— What is needed —
Each entry below should be retyped exactly as given.

___ Extracted data ___

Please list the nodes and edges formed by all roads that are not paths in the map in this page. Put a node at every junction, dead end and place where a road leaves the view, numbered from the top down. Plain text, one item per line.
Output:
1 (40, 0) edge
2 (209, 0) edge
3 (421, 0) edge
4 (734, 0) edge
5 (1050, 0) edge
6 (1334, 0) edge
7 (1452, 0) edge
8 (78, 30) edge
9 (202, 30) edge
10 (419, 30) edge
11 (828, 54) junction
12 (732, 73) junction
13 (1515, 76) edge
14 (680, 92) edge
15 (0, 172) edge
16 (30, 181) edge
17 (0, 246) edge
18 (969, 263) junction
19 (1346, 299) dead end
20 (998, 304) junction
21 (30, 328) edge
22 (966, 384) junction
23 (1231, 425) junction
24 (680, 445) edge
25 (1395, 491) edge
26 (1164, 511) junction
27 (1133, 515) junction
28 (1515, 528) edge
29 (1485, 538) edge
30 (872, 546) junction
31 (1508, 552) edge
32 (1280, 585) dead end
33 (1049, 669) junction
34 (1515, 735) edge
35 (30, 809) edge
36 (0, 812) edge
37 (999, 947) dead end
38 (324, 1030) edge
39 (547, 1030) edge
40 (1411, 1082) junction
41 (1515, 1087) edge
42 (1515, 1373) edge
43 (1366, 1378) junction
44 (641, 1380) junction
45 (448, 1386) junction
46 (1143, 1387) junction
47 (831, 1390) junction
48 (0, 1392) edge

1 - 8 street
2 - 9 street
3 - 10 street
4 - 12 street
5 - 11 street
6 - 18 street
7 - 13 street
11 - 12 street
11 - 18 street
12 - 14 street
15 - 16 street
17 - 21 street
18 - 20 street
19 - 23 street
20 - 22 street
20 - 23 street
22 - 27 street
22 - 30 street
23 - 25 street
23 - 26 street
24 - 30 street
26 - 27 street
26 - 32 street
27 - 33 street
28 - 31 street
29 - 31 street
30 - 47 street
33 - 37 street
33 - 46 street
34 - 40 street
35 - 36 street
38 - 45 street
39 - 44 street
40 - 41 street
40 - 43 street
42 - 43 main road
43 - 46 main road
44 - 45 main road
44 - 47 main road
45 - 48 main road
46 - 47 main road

___

— Written solution —
Please list the nodes and edges formed by all roads that are not paths in the map in this page. Put a node at every junction, dead end and place where a road leaves the view, numbered from the top down. Plain text, one item per line.
Output:
1 (40, 0) edge
2 (209, 0) edge
3 (421, 0) edge
4 (734, 0) edge
5 (1050, 0) edge
6 (1334, 0) edge
7 (1452, 0) edge
8 (78, 30) edge
9 (202, 30) edge
10 (419, 30) edge
11 (828, 54) junction
12 (732, 73) junction
13 (1515, 76) edge
14 (680, 92) edge
15 (0, 172) edge
16 (30, 181) edge
17 (0, 246) edge
18 (969, 263) junction
19 (1346, 299) dead end
20 (998, 304) junction
21 (30, 328) edge
22 (966, 384) junction
23 (1231, 425) junction
24 (680, 445) edge
25 (1395, 491) edge
26 (1164, 511) junction
27 (1133, 515) junction
28 (1515, 528) edge
29 (1485, 538) edge
30 (872, 546) junction
31 (1508, 552) edge
32 (1280, 585) dead end
33 (1049, 669) junction
34 (1515, 735) edge
35 (30, 809) edge
36 (0, 812) edge
37 (999, 947) dead end
38 (324, 1030) edge
39 (547, 1030) edge
40 (1411, 1082) junction
41 (1515, 1087) edge
42 (1515, 1373) edge
43 (1366, 1378) junction
44 (641, 1380) junction
45 (448, 1386) junction
46 (1143, 1387) junction
47 (831, 1390) junction
48 (0, 1392) edge

1 - 8 street
2 - 9 street
3 - 10 street
4 - 12 street
5 - 11 street
6 - 18 street
7 - 13 street
11 - 12 street
11 - 18 street
12 - 14 street
15 - 16 street
17 - 21 street
18 - 20 street
19 - 23 street
20 - 22 street
20 - 23 street
22 - 27 street
22 - 30 street
23 - 25 street
23 - 26 street
24 - 30 street
26 - 27 street
26 - 32 street
27 - 33 street
28 - 31 street
29 - 31 street
30 - 47 street
33 - 37 street
33 - 46 street
34 - 40 street
35 - 36 street
38 - 45 street
39 - 44 street
40 - 41 street
40 - 43 street
42 - 43 main road
43 - 46 main road
44 - 45 main road
44 - 47 main road
45 - 48 main road
46 - 47 main road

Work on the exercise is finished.